Your job is to return every line of the listing holding the string "nodes".
····················
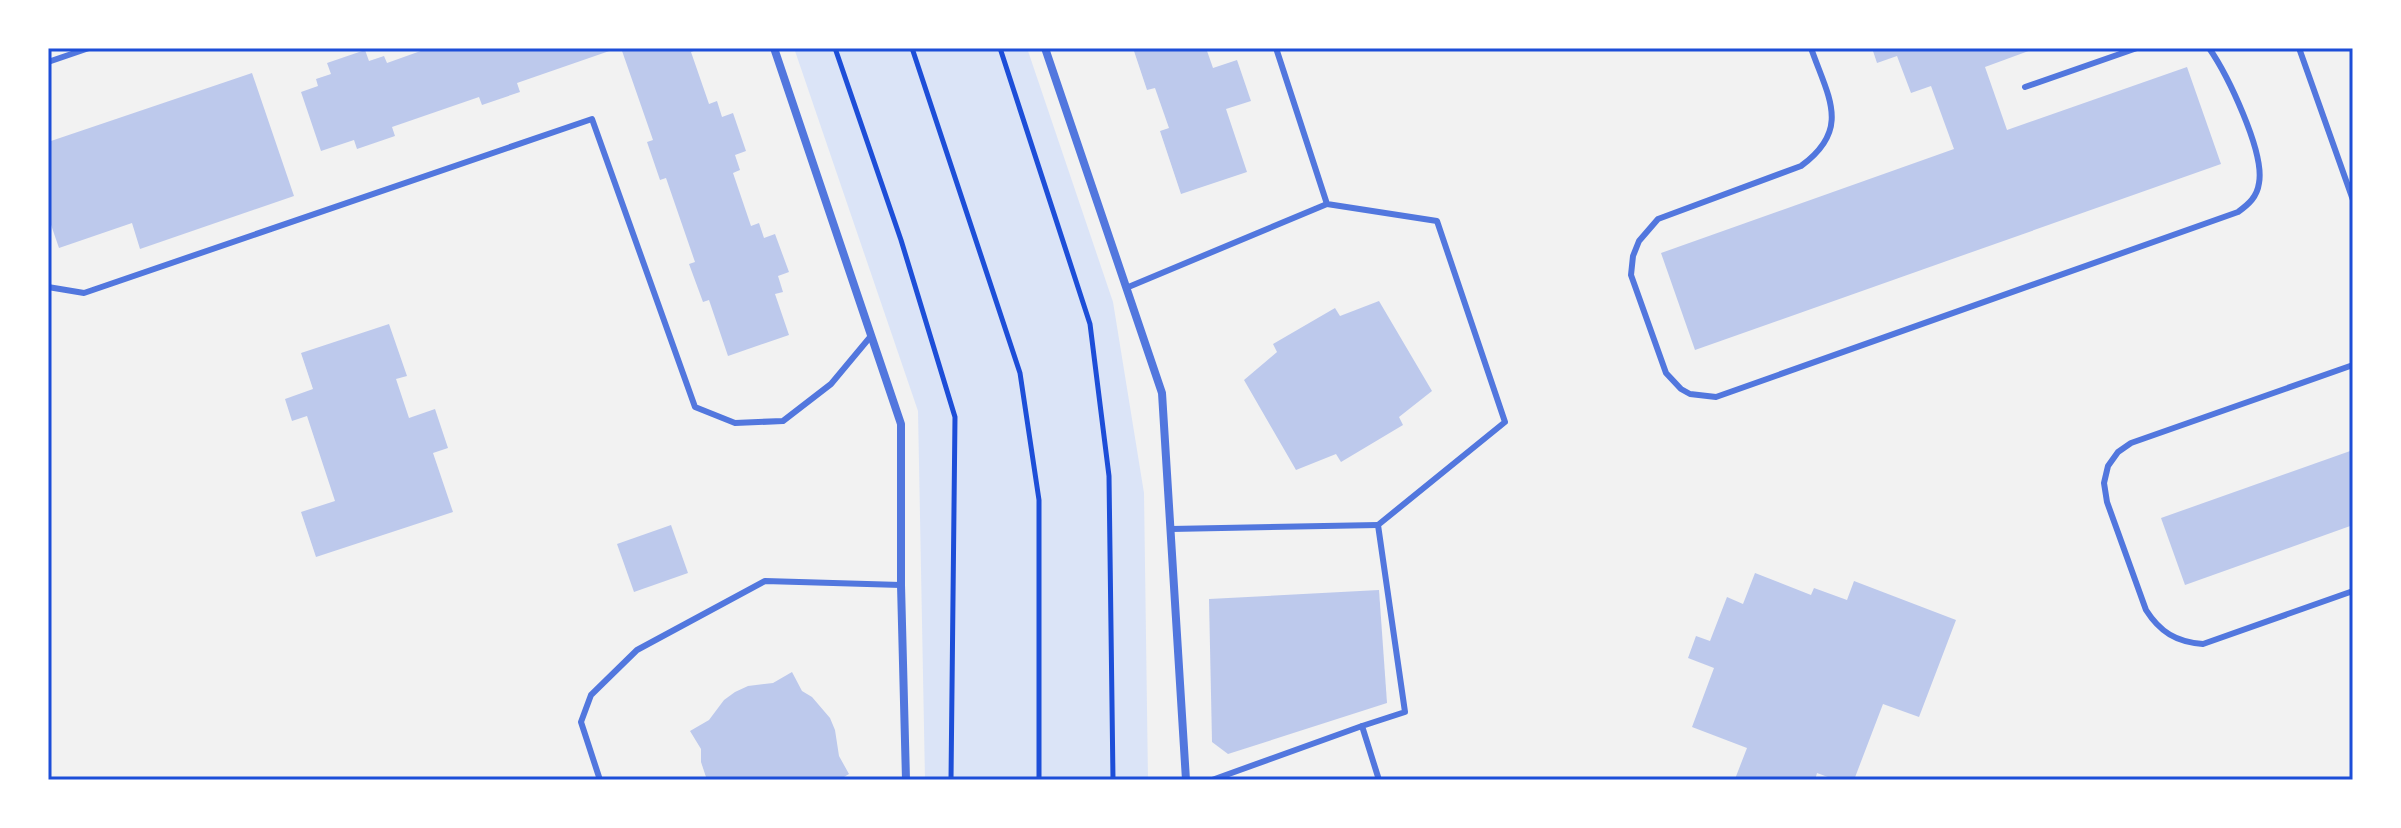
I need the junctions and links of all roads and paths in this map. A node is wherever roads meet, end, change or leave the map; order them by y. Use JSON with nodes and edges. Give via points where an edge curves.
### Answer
{"nodes":[{"id":1,"x":89,"y":48,"type":"edge"},
{"id":2,"x":774,"y":48,"type":"edge"},
{"id":3,"x":835,"y":48,"type":"edge"},
{"id":4,"x":912,"y":48,"type":"edge"},
{"id":5,"x":1000,"y":48,"type":"edge"},
{"id":6,"x":1045,"y":48,"type":"edge"},
{"id":7,"x":1276,"y":48,"type":"edge"},
{"id":8,"x":1811,"y":48,"type":"edge"},
{"id":9,"x":2137,"y":48,"type":"edge"},
{"id":10,"x":2209,"y":48,"type":"edge"},
{"id":11,"x":2299,"y":48,"type":"edge"},
{"id":12,"x":48,"y":62,"type":"edge"},
{"id":13,"x":2025,"y":87,"type":"dead end"},
{"id":14,"x":2353,"y":200,"type":"edge"},
{"id":15,"x":1327,"y":204,"type":"junction"},
{"id":16,"x":48,"y":287,"type":"edge"},
{"id":17,"x":1126,"y":288,"type":"junction"},
{"id":18,"x":871,"y":336,"type":"junction"},
{"id":19,"x":2353,"y":365,"type":"edge"},
{"id":20,"x":1378,"y":525,"type":"junction"},
{"id":21,"x":1171,"y":529,"type":"junction"},
{"id":22,"x":901,"y":585,"type":"junction"},
{"id":23,"x":2353,"y":591,"type":"edge"},
{"id":24,"x":1362,"y":726,"type":"junction"},
{"id":25,"x":600,"y":780,"type":"edge"},
{"id":26,"x":906,"y":780,"type":"edge"},
{"id":27,"x":951,"y":780,"type":"edge"},
{"id":28,"x":1039,"y":780,"type":"edge"},
{"id":29,"x":1113,"y":780,"type":"edge"},
{"id":30,"x":1186,"y":780,"type":"edge"},
{"id":31,"x":1212,"y":780,"type":"edge"},
{"id":32,"x":1379,"y":780,"type":"edge"}],
"edges":[{"from":1,"to":12,"type":"lane"},
{"from":2,"to":18,"type":"street"},
{"from":3,"to":27,"type":"path","via":[[955,417]]},
{"from":4,"to":28,"type":"path","via":[[1020,373],[1039,500]]},
{"from":5,"to":29,"type":"path","via":[[1090,324],[1109,476]]},
{"from":6,"to":17,"type":"street"},
{"from":7,"to":15,"type":"lane"},
{"from":8,"to":10,"type":"lane","via":[[1833,116],[1820,152],[1801,166],[1658,219],[1633,256],[1631,275],[1666,373],[1690,394],[1716,397],[2238,212],[2257,193],[2259,162],[2232,86]]},
{"from":9,"to":13,"type":"lane"},
{"from":11,"to":14,"type":"lane"},
{"from":15,"to":17,"type":"lane"},
{"from":15,"to":20,"type":"lane","via":[[1437,221],[1505,422]]},
{"from":16,"to":18,"type":"lane","via":[[84,293],[592,119],[695,407],[735,423],[783,421],[831,384]]},
{"from":17,"to":21,"type":"street","via":[[1162,393]]},
{"from":18,"to":22,"type":"street","via":[[901,424]]},
{"from":19,"to":23,"type":"lane","via":[[2131,443],[2113,459],[2104,483],[2146,610],[2169,636],[2203,644]]},
{"from":20,"to":21,"type":"lane"},
{"from":20,"to":24,"type":"lane","via":[[1405,712]]},
{"from":21,"to":30,"type":"street"},
{"from":22,"to":25,"type":"lane","via":[[765,581],[637,650],[591,695],[581,722]]},
{"from":22,"to":26,"type":"street"},
{"from":24,"to":31,"type":"lane"},
{"from":24,"to":32,"type":"lane"}]}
····················
_SOLUTION TO THIS PROBLEM_
I need the junctions and links of all roads and paths in this map. A node is wherever roads meet, end, change or leave the map; order them by y. Use JSON with nodes and edges. Give via points where an edge curves.
{"nodes":[{"id":1,"x":89,"y":48,"type":"edge"},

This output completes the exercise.